I had several issues with Touchstone. The beginning I found quite off-putting due to lots of unfamiliar vocabulary and a too-unclear sense of just what it was Cade and his group do and what the differences are between their specific roles. I usually don’t have an issue with strange vocabulary (in fact, I think I may even have praised its early use in China Miéville’s Embassytown), but here the vocabulary wasn’t simply background or atmosphere — it was the major undergirding of the plot and character and so it felt more of a barrier. These are the same reasons why the lack of clarity on the art form itself bothered me so much. And to be honest, I wouldn’t say I ever felt wholly, solidly clear on just what went into the shows, which were themselves a bit flat and disappointing both in terms of their plots and the manner in which they were conveyed. The lack of clarity was also an issue with all the mixed races, which seemed to want to play an important role in terms of the abilities the characters had due to their mixed blood and also how they sometimes responded to or were responded to by other characters depending on their ancestry, but again, it never felt fully, cleanly clear.

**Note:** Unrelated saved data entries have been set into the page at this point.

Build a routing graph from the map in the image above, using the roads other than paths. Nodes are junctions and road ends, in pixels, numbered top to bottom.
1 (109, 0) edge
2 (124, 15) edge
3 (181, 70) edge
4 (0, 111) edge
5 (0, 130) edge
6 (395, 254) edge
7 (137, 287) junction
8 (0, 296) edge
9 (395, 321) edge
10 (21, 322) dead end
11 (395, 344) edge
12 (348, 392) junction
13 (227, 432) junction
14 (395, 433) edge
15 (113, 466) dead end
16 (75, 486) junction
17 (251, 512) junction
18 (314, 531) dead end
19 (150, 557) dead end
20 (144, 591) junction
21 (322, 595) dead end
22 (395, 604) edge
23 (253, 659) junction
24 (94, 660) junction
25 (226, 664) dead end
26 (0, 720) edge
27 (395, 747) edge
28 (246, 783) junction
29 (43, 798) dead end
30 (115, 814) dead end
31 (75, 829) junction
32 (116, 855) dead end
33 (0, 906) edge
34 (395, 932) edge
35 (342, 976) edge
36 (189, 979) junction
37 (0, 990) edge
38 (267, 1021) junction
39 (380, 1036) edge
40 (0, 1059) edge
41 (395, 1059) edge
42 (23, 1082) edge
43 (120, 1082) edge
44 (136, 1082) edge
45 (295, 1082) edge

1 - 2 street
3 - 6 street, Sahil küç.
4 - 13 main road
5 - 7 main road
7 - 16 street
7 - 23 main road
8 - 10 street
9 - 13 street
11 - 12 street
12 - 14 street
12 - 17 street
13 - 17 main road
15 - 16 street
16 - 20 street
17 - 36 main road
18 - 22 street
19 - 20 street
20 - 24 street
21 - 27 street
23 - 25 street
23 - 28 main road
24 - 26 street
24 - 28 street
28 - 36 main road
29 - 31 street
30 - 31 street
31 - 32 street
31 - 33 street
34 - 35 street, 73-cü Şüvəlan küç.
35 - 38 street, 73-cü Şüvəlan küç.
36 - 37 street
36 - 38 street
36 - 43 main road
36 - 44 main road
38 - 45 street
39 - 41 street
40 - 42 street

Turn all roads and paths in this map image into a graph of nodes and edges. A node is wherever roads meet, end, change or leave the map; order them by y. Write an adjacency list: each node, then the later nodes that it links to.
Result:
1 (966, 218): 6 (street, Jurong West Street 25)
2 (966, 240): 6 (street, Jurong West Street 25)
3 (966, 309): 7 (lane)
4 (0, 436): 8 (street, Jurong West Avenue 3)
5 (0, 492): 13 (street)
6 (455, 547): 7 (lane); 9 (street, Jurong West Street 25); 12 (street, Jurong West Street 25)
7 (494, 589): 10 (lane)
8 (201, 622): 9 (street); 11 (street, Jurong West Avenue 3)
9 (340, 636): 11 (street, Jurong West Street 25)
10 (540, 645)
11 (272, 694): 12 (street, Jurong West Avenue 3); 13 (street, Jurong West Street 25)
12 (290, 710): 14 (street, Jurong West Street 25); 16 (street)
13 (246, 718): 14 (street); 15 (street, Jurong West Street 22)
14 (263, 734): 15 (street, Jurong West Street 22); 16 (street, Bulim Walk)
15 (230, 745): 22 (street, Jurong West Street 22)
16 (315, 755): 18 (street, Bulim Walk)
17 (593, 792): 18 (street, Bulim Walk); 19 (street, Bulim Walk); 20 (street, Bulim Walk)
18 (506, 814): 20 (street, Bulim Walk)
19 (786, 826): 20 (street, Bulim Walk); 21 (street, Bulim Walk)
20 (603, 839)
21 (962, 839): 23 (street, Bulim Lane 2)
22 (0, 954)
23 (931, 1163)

The plotting was very episodic as the group grows in stature and moves out into the world, and I never felt very invested in what was happening to them. Partly because of the above problems; partly because of the episodic nature of the narrative (“they did this then they did this then they did this”); partly because that episodic nature never felt in the service of a larger, overarching narrative arc or theme (the “where are they going and why am I reading about them going there” question); and finally in part because of the narrative choices, which leaned overmuch on summary rather than scene. This had the effect of distancing both the action and characters and lending the novel an overall flat feel. The other problem is that the storyline behind the fantasy elements was pretty familiar. You pretty much know what you’re going to get in a “band story”: there will be fights over creative differences, fights over someone being too drunk or too stoned or too hung over to perform, someone will be the girl-getter, someone will be the one that threatens to “poison” the band, they’ll have some jealous or competitive interaction with other such bands trying to move up, there will be some broken glassware, and so on.
I didn’t care much about the characters, wasn’t grabbed by the style, was disappointed by the performance art, and had seen the plot before. As one might guess, this all made the novel a true struggle to finish. Prior to Touchstone I’d zipped through three novels in four days; this one took me a week to finish as I kept finding reasons to put it down and other reasons to not pick it up. Had it not been a review book, I’m sure I would have stopped and in fact, this was the first review book in a long, long time that I seriously considered giving a Did Not Finish. Not recommended.
Glass Thorns — (2012-2017) Publisher: Cayden Silversun is part Elven, part Fae, part human Wizard — and all rebel. His aristocratic mother would have him follow his father to the Royal Court, to make a high society living off the scraps of kings. But Cade lives and breathes for the theater, and he’s good — very, very good. With his company, he’ll enter the highest reaches of society and power, as an honored artist — or die trying. Cade combines the talents of Merlin, Shakespeare, and John Lennon: a wholly charming character in a remarkably original fantasy world created by a mistress of the art. Although Touchstone can stand alone, it is the first book of a brilliant, utterly engaging new fantasy series from the author of the bestselling Dragon Prince series.